Here’s the damned subtlety of class: she had more stuff that children want, but I was posh. My father’s cottage didn’t even have electricity until a few years later, only paraffin lamps with mantels, pumped up and lit at dusk. Her clothes were smart, I only wore baggy jeans too short up the calf and a home-knitted jersey. My plaits were old-fashioned, she had a cool bob like Bunty. What of our cooking would she eat? I begged for sausages and mash, the only thing that seemed safe. And please no cabbage. The next day I stood by the window and waited and waited and waited, but she didn’t come. I cried. My father was perplexed. When I rode back to Kersey the following day I waited and waited by the ford until eventually when I saw her she was with the same group of friends, and she just said, ‘You’re not my type,’ and rode off with them. And that was that. I knew it was true, but not fair. Jackie Bull of the Bell and Maureen of Lindsey Tye, where are you now?
Joe the Milkman
If I couldn’t find friends in the half of my life and the long holidays I spent at Cob Cottage, I did find work, or an early fascination with it. Three mornings a week at exactly 5.45 a.m.
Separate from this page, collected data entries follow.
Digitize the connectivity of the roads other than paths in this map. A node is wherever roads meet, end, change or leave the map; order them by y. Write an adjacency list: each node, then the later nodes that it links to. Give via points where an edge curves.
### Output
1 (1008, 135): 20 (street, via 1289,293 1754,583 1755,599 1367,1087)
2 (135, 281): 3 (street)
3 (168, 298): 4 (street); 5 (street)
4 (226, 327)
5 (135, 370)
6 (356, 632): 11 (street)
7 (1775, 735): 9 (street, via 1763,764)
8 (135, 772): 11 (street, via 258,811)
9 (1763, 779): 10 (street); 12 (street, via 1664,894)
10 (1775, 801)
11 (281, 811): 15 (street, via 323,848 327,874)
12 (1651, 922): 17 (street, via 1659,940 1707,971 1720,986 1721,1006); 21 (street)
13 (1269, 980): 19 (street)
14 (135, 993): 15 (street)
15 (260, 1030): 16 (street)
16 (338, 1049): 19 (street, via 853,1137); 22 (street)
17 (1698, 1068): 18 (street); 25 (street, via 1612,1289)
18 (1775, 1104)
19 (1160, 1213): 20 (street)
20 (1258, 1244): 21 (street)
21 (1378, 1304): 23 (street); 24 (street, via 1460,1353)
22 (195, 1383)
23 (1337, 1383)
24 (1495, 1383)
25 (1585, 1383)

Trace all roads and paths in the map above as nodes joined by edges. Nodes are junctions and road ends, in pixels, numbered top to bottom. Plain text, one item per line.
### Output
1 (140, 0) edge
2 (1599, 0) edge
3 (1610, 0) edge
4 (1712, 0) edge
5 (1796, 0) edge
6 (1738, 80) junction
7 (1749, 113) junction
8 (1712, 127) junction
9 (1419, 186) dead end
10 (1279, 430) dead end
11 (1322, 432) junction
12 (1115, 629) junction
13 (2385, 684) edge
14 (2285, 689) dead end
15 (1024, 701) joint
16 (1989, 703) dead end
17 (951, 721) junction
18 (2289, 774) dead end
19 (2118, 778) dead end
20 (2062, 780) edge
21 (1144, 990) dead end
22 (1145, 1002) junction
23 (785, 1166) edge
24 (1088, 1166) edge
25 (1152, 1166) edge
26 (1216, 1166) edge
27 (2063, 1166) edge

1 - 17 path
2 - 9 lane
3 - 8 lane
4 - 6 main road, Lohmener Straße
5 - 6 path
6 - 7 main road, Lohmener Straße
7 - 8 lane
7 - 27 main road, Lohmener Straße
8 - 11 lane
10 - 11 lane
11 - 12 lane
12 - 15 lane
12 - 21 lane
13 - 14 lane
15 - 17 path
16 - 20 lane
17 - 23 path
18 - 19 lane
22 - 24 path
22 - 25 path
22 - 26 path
Joe came by Cob Cottage on his milk truck and I, aged about nine, would be waiting for him at the gate, alarm set not to miss him. He was a whistler, but not much of a talker. ‘Jump up,’ he’d say and off I’d go with him for the morning, counting out the right bottles for each house in one village after another. I read out the notes tucked into the empties, sometimes orders for cream in glass bottles too, eggs, white sliced loaves, and money in a twist of paper to be noted down in his cash book, tucked into his aged leather pouch slung round his overalls on a strap.
This was the job I wanted when I grew up, real work, useful, practical, pounding up and down pathways, clinking bottles, wary of barking dogs. ‘You’re a useful lass,’ he’d say when the round was done and I glowed with more pride than if a teacher had given me a star and a red tick –...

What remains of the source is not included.